If you watch Fox News you are bombarded with the ads for New Day USA, a company selling home equity loans to veterans. A good number of the ads feature Rear Admiral Thomas C. Lynch, a 32-year retired veteran of the United States Navy and Chairman of New Day USA.
Admiral Lynch tells us we should trust him because he served with us understands us and is here to help us. All is probably true and what he is doing, flacking for a finance company, is not unlawful or illegal; however it is unethical and perhaps immoral.
No law exists banning senior military officers from selling products using their rank and the trust and the confidence they earned over decades of honorable service. However, an unwritten rule of ethics, an unwritten ethical standard, is that a serving or retired senior military officer will not use his/her military officer rank to sell soap, sox or anything other item. Admiral Lynch saying you should trust him and go even more deeply into debt because he is as leader who earned your trust and confidence and says so, is wrong. His sales pitch is immoral and just plain unethical; once again it is totally legal.
In researching New Day USA, I found a report in Military Times that New Day USA was fined two million dollars by the Consumer Finance Protection Bureau for deceptive advertising and paid kickbacks to a major veterans’ group, the Veterans of Foreign Wars. The VFW maintains it was misled by New Day USA and corrected the problem as soon as notified. No action was taken or is contemplated by the Bureau against the VFW.
New Day USA is $2 million lighter, but making around one hundred million a year, they hardly miss it.
The burr under my saddle is Admiral Lynch being used as a pitch man for a company that is less than fully on the level. Even if the company was the most moral, lawful and honest lending broker in the world, Admiral Tom Lynch should not be a pitch man, it is just wrong.

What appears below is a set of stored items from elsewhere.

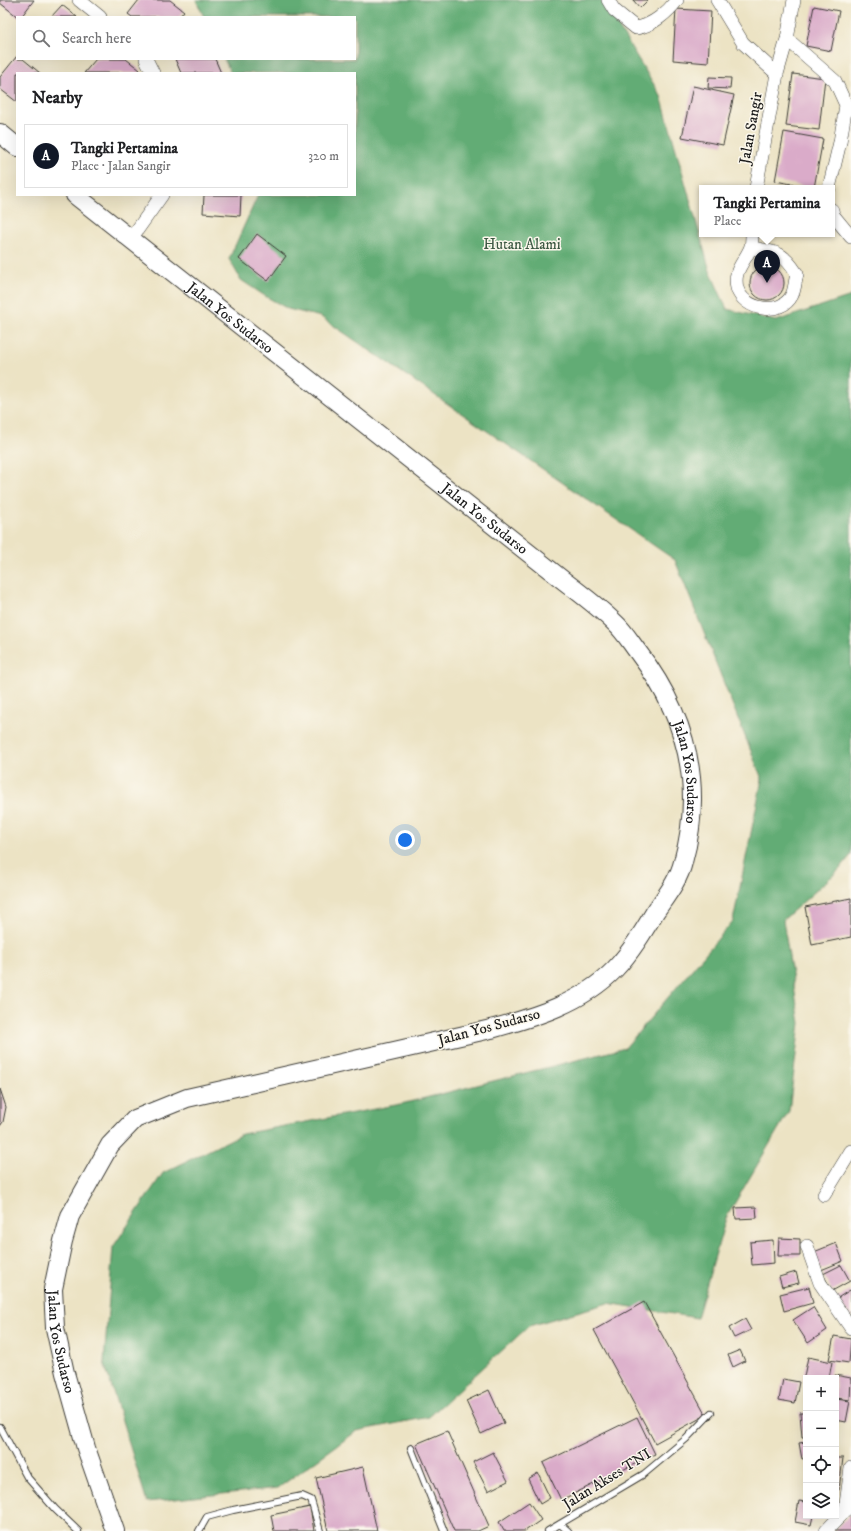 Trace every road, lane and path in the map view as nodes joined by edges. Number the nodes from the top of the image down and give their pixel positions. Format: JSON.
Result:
{"nodes":[{"id":1,"x":79,"y":0,"type":"edge"},
{"id":2,"x":608,"y":0,"type":"edge"},
{"id":3,"x":677,"y":0,"type":"edge"},
{"id":4,"x":717,"y":0,"type":"edge"},
{"id":5,"x":794,"y":0,"type":"edge"},
{"id":6,"x":99,"y":16,"type":"edge"},
{"id":7,"x":787,"y":39,"type":"junction"},
{"id":8,"x":146,"y":60,"type":"edge"},
{"id":9,"x":152,"y":72,"type":"edge"},
{"id":10,"x":777,"y":74,"type":"junction"},
{"id":11,"x":0,"y":133,"type":"edge"},
{"id":12,"x":16,"y":146,"type":"edge"},
{"id":13,"x":757,"y":185,"type":"edge"},
{"id":14,"x":830,"y":185,"type":"edge"},
{"id":15,"x":76,"y":196,"type":"edge"},
{"id":16,"x":161,"y":196,"type":"edge"},
{"id":17,"x":835,"y":216,"type":"edge"},
{"id":18,"x":752,"y":237,"type":"edge"},
{"id":19,"x":851,"y":237,"type":"edge"},
{"id":20,"x":130,"y":240,"type":"junction"},
{"id":21,"x":751,"y":248,"type":"junction"},
{"id":22,"x":851,"y":1152,"type":"edge"},
{"id":23,"x":824,"y":1194,"type":"dead end"},
{"id":24,"x":807,"y":1246,"type":"dead end"},
{"id":25,"x":851,"y":1328,"type":"edge"},
{"id":26,"x":711,"y":1413,"type":"dead end"},
{"id":27,"x":0,"y":1427,"type":"edge"},
{"id":28,"x":411,"y":1448,"type":"dead end"},
{"id":29,"x":851,"y":1468,"type":"edge"},
{"id":30,"x":560,"y":1524,"type":"junction"},
{"id":31,"x":78,"y":1531,"type":"edge"},
{"id":32,"x":115,"y":1531,"type":"edge"},
{"id":33,"x":199,"y":1531,"type":"edge"},
{"id":34,"x":320,"y":1531,"type":"edge"},
{"id":35,"x":444,"y":1531,"type":"edge"},
{"id":36,"x":548,"y":1531,"type":"edge"},
{"id":37,"x":568,"y":1531,"type":"edge"},
{"id":38,"x":826,"y":1531,"type":"edge"}],
"edges":[{"from":1,"to":6,"type":"street"},
{"from":2,"to":3,"type":"street"},
{"from":4,"to":10,"type":"street","name":"Jalan Sangir"},
{"from":5,"to":7,"type":"street","name":"Jalan Sangir"},
{"from":7,"to":10,"type":"street","name":"Jalan Sangir"},
{"from":7,"to":14,"type":"street"},
{"from":8,"to":9,"type":"street"},
{"from":10,"to":13,"type":"street","name":"Jalan Sangir"},
{"from":11,"to":12,"type":"main road"},
{"from":15,"to":20,"type":"main road","name":"Jalan Yos Sudarso"},
{"from":16,"to":20,"type":"street"},
{"from":17,"to":19,"type":"street"},
{"from":18,"to":21,"type":"street"},
{"from":20,"to":32,"type":"main road","name":"Jalan Yos Sudarso"},
{"from":21,"to":21,"type":"street"},
{"from":22,"to":23,"type":"street"},
{"from":24,"to":25,"type":"street"},
{"from":26,"to":30,"type":"lane","name":"Jalan Akses TNI"},
{"from":27,"to":31,"type":"lane"},
{"from":28,"to":35,"type":"lane"},
{"from":29,"to":38,"type":"street"},
{"from":30,"to":36,"type":"lane","name":"Jalan Akses TNI"},
{"from":30,"to":37,"type":"lane"},
{"from":33,"to":34,"type":"lane"}]}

After the Civil War Confederate General Robert E. Lee was offered $50,000, an enormous amount of money at the time, to be pitch man for an insurance company and he refused. Robert E. Lee was broke, homeless, jobless and with no prospects, but his honor and ethics would not allow him to accept. A general/admiral or any senior officer who uses his/her rank to get veterans to purchase anything is in my view a contemptible human being.
Flag officers (a term for a General Officer or Admiral) who identify themselves as experts because of their training and experience is fine; in keeping with the unwritten standard. A senior officer who works as a talking head news commentator is ethical. The line is crossed when they say trust me and purchase a product because I vouch for it; it makes a flag officer no better than a baseball or football player selling shaving cream or razor blades.
General U.S. Grant lent his name to an insurance company that failed and he regretted it until the day he died. To his credit, General Grant did see that every investor was reimbursed, even working on his biography almost up to the day he died, wasting away from cancer, to raise the necessary funds.
A special bond exists among those of us who served in our nation’s military. The trust earned over decades of honorable service by our senior leaders is a sacred bond that no one should sell for personal profit. The bond is just too precious to cash in for a few pieces of silver.
Admiral Lynch sold his honor; no matter what the price he sold it for it was not enough. Honor is priceless. Well it is to those of us who understand its true value.